Per superare queste barriere, il Focus Group ha indicato quattro direttrici di intervento fondamentali, che si intrecciano tra loro e offrono una strada concreta da percorrere. Innanzitutto, è necessaria una campagna di informazione efficace e capillare, soprattutto rivolta ai più giovani e alle famiglie, per aumentare la consapevolezza sulle IST e stimolare il coinvolgimento attivo dei cittadini. In secondo luogo, vanno potenziati gli interventi di prevenzione e la diagnosi precoce, garantendo un accesso equo e facilitato ai test diagnostici su tutto il territorio nazionale. Sul fronte della formazione, è fondamentale investire nella preparazione di tutti gli operatori sanitari — non solo infettivologi, ma anche ginecologi, dermatologi, medici di medicina generale, ostetriche, infermieri e farmacisti — affinché assumano un ruolo proattivo nel sensibilizzare e accompagnare i pazienti. Infine, va sviluppato un modello organizzativo di tipo Hub&Spoke che rafforzi la rete territoriale, facilitando l’integrazione tra centri specialistici e servizi locali, così da garantire risposte tempestive ed efficaci.

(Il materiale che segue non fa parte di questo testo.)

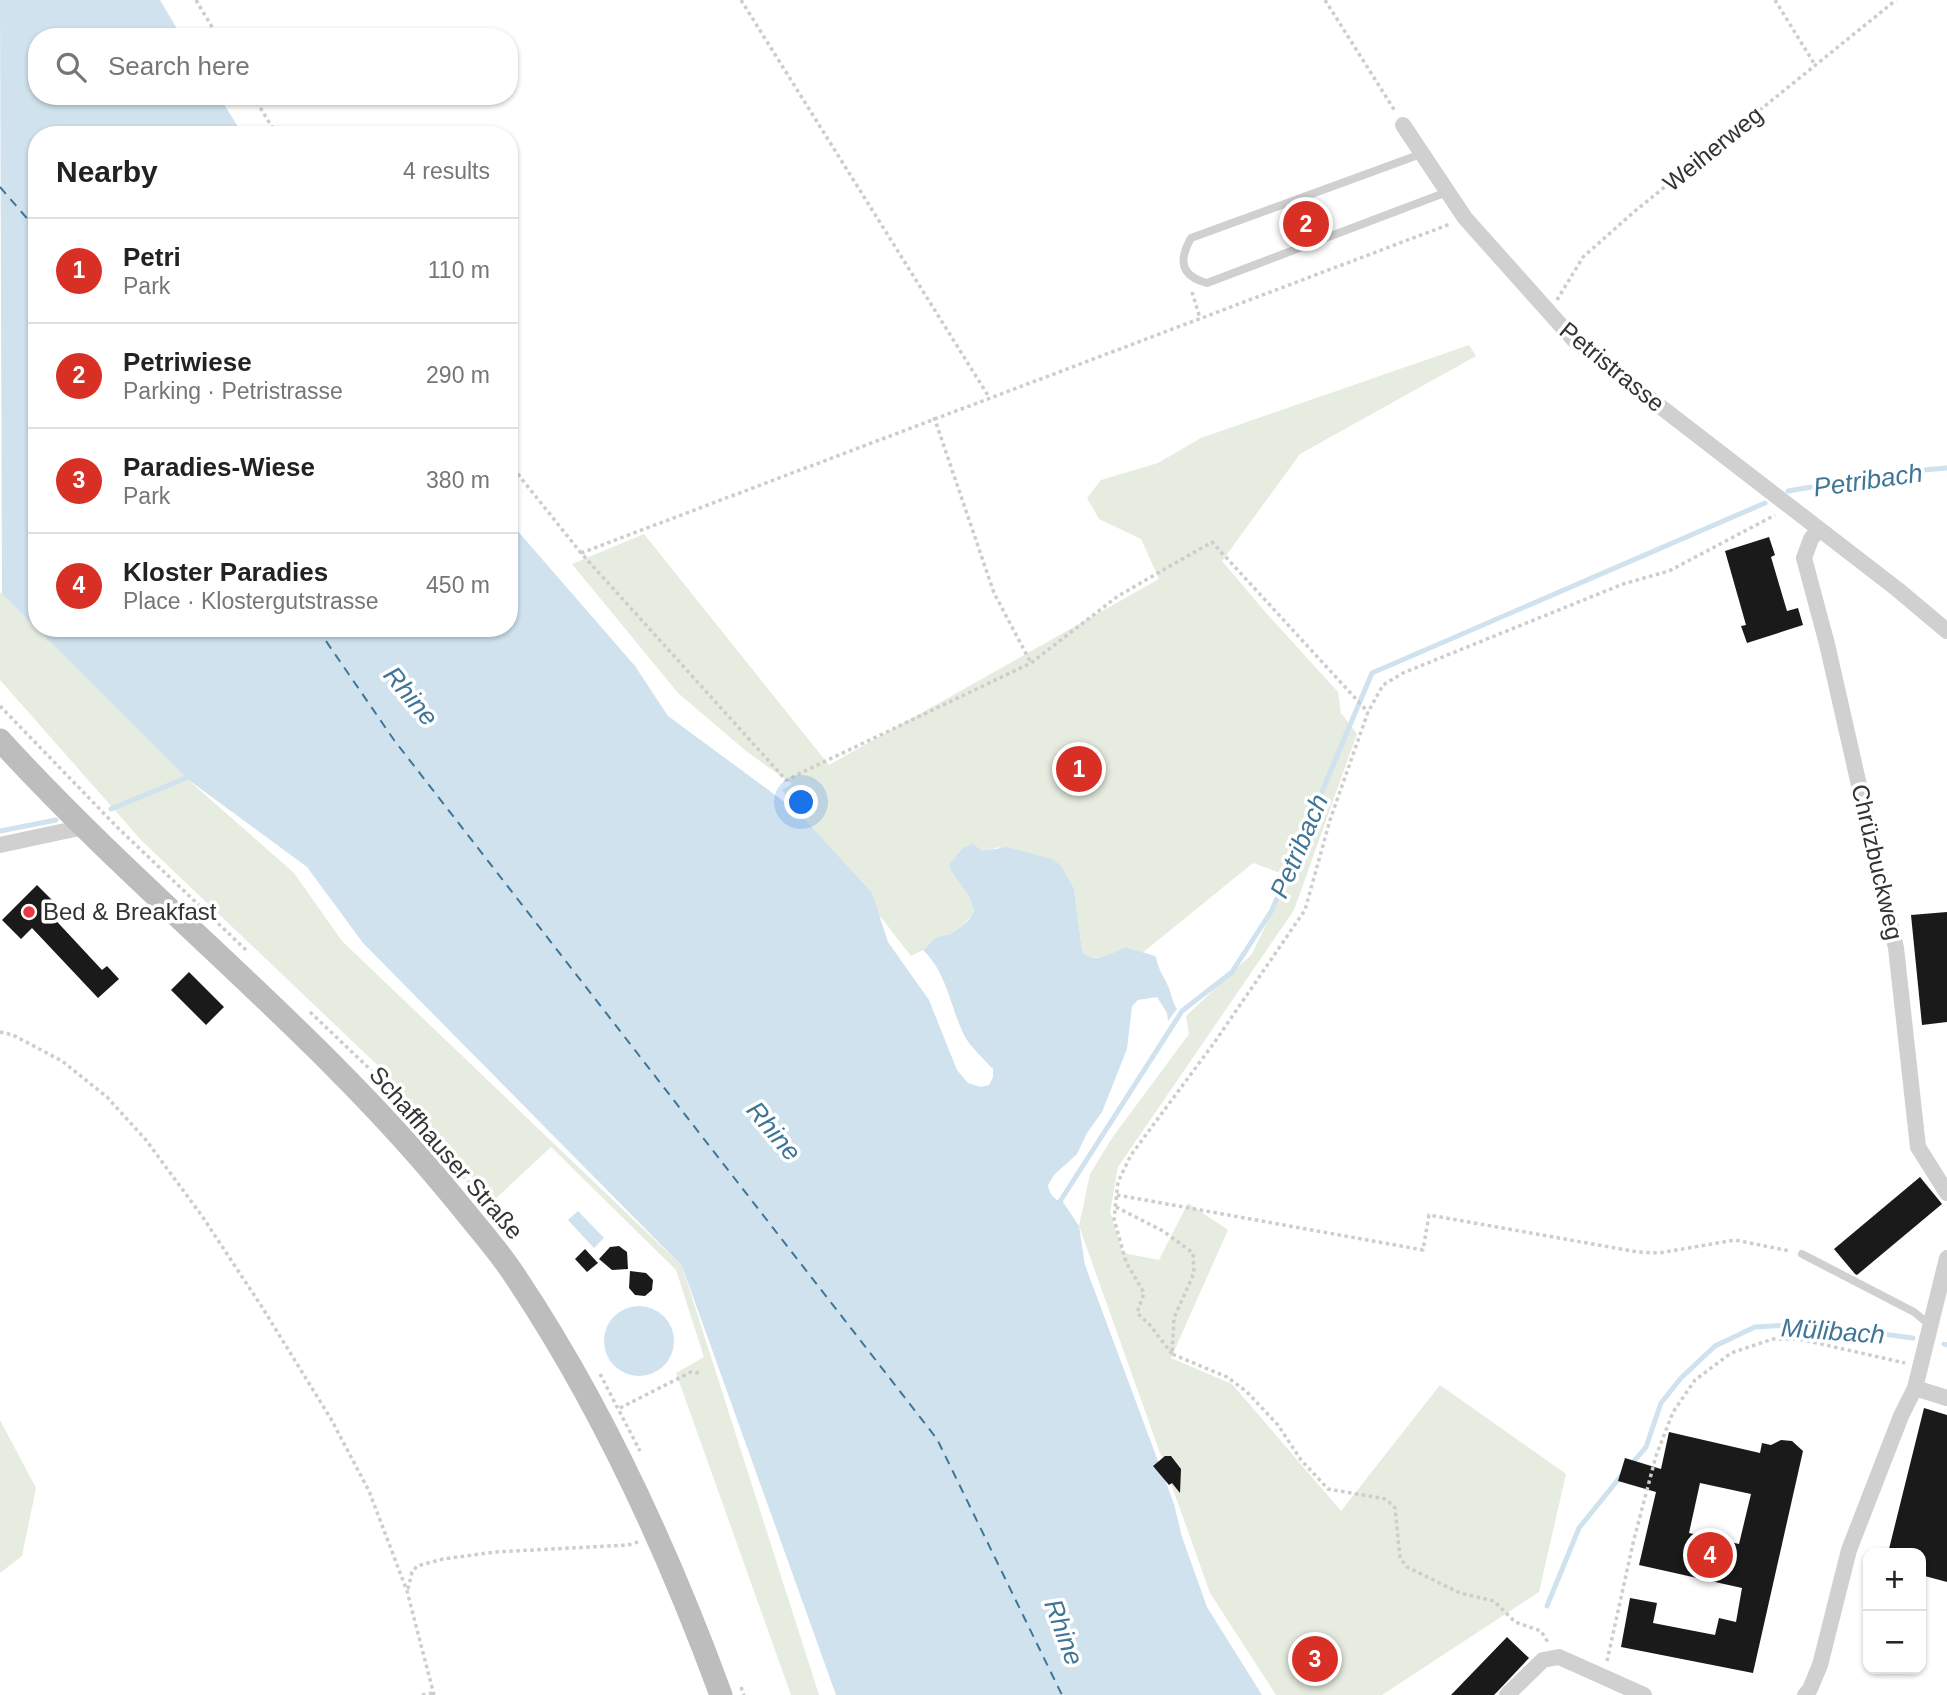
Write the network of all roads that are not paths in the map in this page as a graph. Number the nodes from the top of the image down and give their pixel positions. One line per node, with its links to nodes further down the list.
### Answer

“I dati dell’Istituto Superiore di Sanità per il 2023 confermano un aumento delle IST del 9% rispetto al 2022 e del 17% rispetto al 2021 – Barbara Suligoi, Direttrice del Centro Operativo AIDS dell’ISS -. Molte infezioni batteriche, come clamidia, gonorrea e trichomonas, restano asintomatiche e non diagnosticate, con rischi importanti per la salute, tra cui infertilità, complicanze in gravidanza e un maggior rischio di HIV. È indispensabile quindi una maggiore capillarità dei centri IST e una diagnosi precoce per prevenire complicanze anche gravi”.
I numeri relativi ai test diagnostici sono preoccupanti. Nel 2021 sono stati effettuati poco più di 11.600 test in Italia, a fronte di oltre 37 milioni di persone sessualmente attive. “Il 90% dei casi viene diagnosticato solo dopo che l’infezione è già avvenuta — sottolinea Pierangelo Clerici, Presidente AMCLI — eppure i test sono affidabili e i referti possono essere emessi in meno di 24 ore. Serve un impegno concreto delle istituzioni per campagne di screening diffuse e per valorizzare il ruolo centrale del medico di famiglia e del pediatra di libera scelta, che devono poter prescrivere i test o indirizzare lo specialista in modo efficace”.
“Le infezioni sessualmente trasmesse riguardano tutta la popolazione, ma soprattutto i giovani — sottolinea Luca Bello, Presidente SIMaST —. Per questo serve un’educazione sessuale chiara e capillare, a partire dalla scuola. Al tempo stesso, bisogna formare adeguatamente tutto il personale sanitario che si trova in prima linea, perché sappia riconoscere, diagnosticare e affrontare il tema con competenza e sensibilità”.
L’onorevole Mauro D’Attis, promotore dell’incontro, ha ribadito la necessità di un’azione pubblica integrata e condivisa: “Prevenzione e diagnosi precoce devono diventare una priorità delle politiche sanitarie, con il coinvolgimento attivo del Terzo Settore e delle istituzioni locali”. Per l’ onorevole Gian Antonio Girelli serve “una strategia nazionale che promuova l’accesso ai test, campagne informative continue e servizi territoriali più vicini ai cittadini, soprattutto ai più giovani. Solo superando stigma e disinformazione – conclude – potremo garantire una prevenzione efficace e sostenibile”.